## Your objective
Transcribe every entry word for word, but drop the pictures.

Stored entries

--

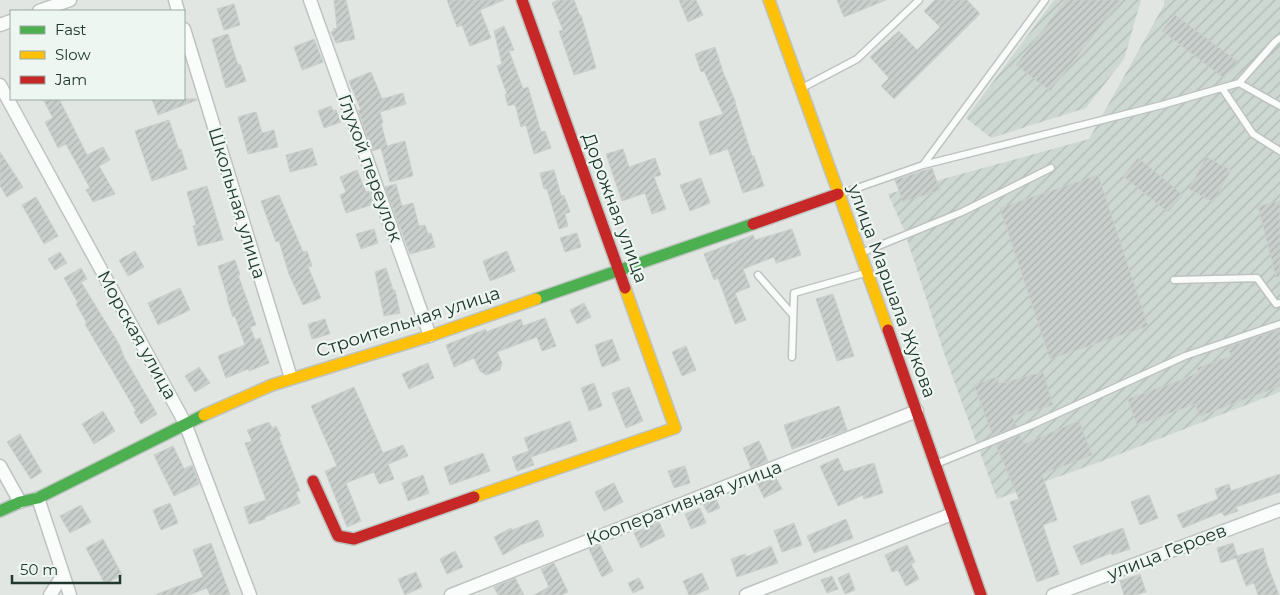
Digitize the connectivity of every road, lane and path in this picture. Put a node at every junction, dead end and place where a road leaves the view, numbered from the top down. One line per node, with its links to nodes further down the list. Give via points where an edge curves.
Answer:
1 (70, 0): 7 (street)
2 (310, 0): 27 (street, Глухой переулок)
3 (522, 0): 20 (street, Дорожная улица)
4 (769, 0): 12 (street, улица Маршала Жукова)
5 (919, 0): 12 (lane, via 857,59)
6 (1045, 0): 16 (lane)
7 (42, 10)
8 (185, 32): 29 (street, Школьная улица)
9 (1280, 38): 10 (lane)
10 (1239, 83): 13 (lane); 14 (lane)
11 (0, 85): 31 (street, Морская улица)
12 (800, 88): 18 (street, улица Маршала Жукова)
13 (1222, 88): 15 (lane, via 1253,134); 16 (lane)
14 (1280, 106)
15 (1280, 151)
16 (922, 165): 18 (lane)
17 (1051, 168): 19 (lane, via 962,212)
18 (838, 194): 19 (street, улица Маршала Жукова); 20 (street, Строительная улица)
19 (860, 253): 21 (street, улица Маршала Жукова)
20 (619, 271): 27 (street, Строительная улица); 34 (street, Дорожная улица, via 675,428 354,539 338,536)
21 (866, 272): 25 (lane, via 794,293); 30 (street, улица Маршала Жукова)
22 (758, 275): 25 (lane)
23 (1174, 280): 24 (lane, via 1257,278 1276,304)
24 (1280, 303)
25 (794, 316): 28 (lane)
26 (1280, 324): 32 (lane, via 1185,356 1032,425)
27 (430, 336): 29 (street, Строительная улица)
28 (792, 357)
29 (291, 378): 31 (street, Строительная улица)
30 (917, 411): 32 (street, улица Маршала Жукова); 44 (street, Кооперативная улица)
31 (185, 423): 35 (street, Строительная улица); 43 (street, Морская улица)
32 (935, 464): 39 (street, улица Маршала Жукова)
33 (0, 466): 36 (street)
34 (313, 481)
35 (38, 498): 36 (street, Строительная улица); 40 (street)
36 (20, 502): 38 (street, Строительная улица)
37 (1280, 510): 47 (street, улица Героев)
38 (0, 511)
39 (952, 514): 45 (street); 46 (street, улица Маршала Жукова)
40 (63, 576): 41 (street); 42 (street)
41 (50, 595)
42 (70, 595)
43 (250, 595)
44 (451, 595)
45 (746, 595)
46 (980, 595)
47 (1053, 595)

--

## Answer below
Digitize the connectivity of every road, lane and path in this picture. Put a node at every junction, dead end and place where a road leaves the view, numbered from the top down. One line per node, with its links to nodes further down the list. Give via points where an edge curves.
Answer:
1 (70, 0): 7 (street)
2 (310, 0): 27 (street, Глухой переулок)
3 (522, 0): 20 (street, Дорожная улица)
4 (769, 0): 12 (street, улица Маршала Жукова)
5 (919, 0): 12 (lane, via 857,59)
6 (1045, 0): 16 (lane)
7 (42, 10)
8 (185, 32): 29 (street, Школьная улица)
9 (1280, 38): 10 (lane)
10 (1239, 83): 13 (lane); 14 (lane)
11 (0, 85): 31 (street, Морская улица)
12 (800, 88): 18 (street, улица Маршала Жукова)
13 (1222, 88): 15 (lane, via 1253,134); 16 (lane)
14 (1280, 106)
15 (1280, 151)
16 (922, 165): 18 (lane)
17 (1051, 168): 19 (lane, via 962,212)
18 (838, 194): 19 (street, улица Маршала Жукова); 20 (street, Строительная улица)
19 (860, 253): 21 (street, улица Маршала Жукова)
20 (619, 271): 27 (street, Строительная улица); 34 (street, Дорожная улица, via 675,428 354,539 338,536)
21 (866, 272): 25 (lane, via 794,293); 30 (street, улица Маршала Жукова)
22 (758, 275): 25 (lane)
23 (1174, 280): 24 (lane, via 1257,278 1276,304)
24 (1280, 303)
25 (794, 316): 28 (lane)
26 (1280, 324): 32 (lane, via 1185,356 1032,425)
27 (430, 336): 29 (street, Строительная улица)
28 (792, 357)
29 (291, 378): 31 (street, Строительная улица)
30 (917, 411): 32 (street, улица Маршала Жукова); 44 (street, Кооперативная улица)
31 (185, 423): 35 (street, Строительная улица); 43 (street, Морская улица)
32 (935, 464): 39 (street, улица Маршала Жукова)
33 (0, 466): 36 (street)
34 (313, 481)
35 (38, 498): 36 (street, Строительная улица); 40 (street)
36 (20, 502): 38 (street, Строительная улица)
37 (1280, 510): 47 (street, улица Героев)
38 (0, 511)
39 (952, 514): 45 (street); 46 (street, улица Маршала Жукова)
40 (63, 576): 41 (street); 42 (street)
41 (50, 595)
42 (70, 595)
43 (250, 595)
44 (451, 595)
45 (746, 595)
46 (980, 595)
47 (1053, 595)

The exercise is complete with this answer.